▸ **Study material**
+===+

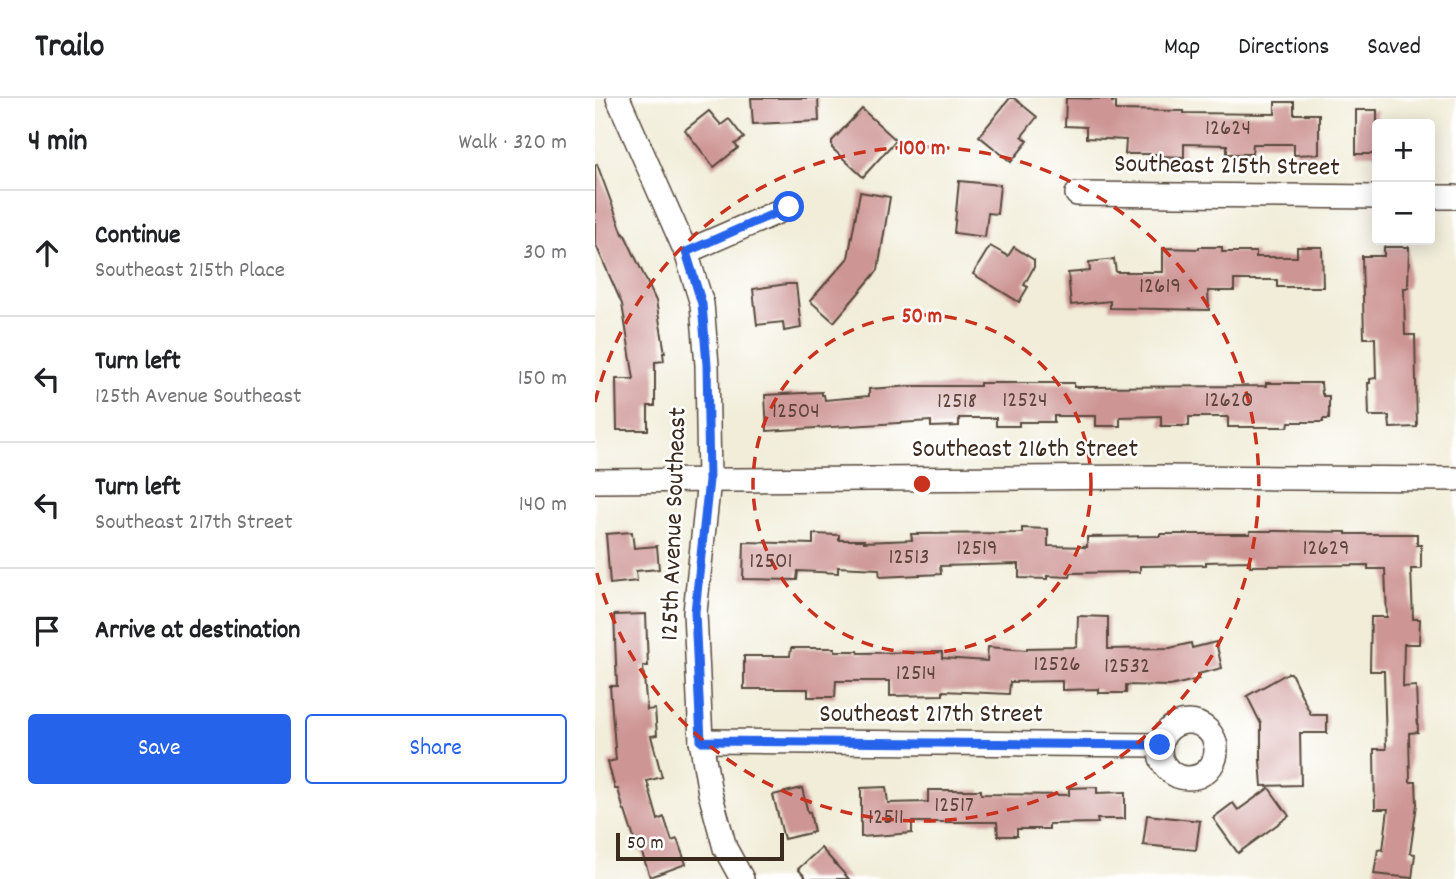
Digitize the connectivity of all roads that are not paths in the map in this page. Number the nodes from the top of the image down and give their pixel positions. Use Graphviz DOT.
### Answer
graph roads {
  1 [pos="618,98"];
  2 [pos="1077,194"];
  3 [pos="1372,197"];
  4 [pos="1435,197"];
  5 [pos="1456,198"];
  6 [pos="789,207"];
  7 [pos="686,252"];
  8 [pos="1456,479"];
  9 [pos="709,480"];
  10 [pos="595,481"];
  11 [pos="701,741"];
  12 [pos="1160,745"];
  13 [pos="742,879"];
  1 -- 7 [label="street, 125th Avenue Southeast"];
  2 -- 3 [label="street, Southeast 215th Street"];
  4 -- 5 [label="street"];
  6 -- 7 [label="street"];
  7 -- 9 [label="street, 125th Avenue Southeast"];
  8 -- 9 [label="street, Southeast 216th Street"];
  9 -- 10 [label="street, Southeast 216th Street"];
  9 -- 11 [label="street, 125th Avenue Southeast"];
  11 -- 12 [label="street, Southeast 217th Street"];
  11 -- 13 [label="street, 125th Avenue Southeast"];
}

+===+

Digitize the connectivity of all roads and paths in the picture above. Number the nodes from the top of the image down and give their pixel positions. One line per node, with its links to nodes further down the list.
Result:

+===+

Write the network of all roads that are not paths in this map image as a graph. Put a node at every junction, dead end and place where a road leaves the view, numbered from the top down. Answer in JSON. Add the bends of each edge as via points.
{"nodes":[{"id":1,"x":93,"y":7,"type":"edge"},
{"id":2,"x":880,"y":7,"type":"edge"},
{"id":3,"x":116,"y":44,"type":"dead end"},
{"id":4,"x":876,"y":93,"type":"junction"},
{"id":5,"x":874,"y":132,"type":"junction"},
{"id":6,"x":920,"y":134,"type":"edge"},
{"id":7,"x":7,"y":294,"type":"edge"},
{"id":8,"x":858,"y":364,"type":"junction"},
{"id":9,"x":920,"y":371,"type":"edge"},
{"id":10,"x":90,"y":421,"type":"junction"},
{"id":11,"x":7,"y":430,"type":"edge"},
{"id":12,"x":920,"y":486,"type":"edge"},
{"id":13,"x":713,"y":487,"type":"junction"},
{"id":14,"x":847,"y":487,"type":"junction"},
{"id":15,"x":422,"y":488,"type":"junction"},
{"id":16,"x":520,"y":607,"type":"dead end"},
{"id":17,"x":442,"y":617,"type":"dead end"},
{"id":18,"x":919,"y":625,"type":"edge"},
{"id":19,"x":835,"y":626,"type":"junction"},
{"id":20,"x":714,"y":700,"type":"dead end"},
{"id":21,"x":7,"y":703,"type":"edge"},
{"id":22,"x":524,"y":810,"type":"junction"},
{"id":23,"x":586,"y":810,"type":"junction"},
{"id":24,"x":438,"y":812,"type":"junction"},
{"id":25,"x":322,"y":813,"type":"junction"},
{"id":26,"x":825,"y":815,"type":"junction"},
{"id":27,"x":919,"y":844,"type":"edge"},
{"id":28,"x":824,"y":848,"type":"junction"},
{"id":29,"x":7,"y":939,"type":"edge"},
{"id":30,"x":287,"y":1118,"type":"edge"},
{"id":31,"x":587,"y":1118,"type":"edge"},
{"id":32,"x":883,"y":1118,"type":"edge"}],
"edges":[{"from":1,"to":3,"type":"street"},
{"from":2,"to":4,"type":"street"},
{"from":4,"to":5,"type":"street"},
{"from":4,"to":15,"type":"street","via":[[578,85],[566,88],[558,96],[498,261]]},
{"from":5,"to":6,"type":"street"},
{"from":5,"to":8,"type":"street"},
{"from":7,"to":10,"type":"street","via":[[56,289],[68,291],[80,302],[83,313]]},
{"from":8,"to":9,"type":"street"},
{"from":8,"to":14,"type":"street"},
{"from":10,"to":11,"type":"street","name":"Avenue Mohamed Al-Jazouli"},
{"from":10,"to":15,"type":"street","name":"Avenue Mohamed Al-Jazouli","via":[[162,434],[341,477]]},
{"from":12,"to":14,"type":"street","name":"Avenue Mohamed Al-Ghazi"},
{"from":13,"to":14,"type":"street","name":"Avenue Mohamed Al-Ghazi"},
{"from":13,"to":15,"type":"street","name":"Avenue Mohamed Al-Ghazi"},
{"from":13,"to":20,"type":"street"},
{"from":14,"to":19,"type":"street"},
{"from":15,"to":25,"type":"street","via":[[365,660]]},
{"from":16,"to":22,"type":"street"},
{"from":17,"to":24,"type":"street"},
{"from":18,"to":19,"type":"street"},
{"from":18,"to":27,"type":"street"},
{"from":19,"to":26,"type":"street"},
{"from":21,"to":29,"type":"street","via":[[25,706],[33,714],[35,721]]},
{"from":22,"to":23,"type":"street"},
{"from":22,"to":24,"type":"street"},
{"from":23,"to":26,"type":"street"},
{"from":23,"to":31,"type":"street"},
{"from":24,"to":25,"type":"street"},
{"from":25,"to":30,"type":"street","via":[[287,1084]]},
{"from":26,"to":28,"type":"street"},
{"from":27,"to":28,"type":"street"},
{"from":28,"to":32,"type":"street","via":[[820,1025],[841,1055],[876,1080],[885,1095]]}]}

+===+

▸ **What you are asked to do**
Each line of the records above that holds the word "give" should be counted, and only the final number stated.

▸ **Answer to this exercise**
2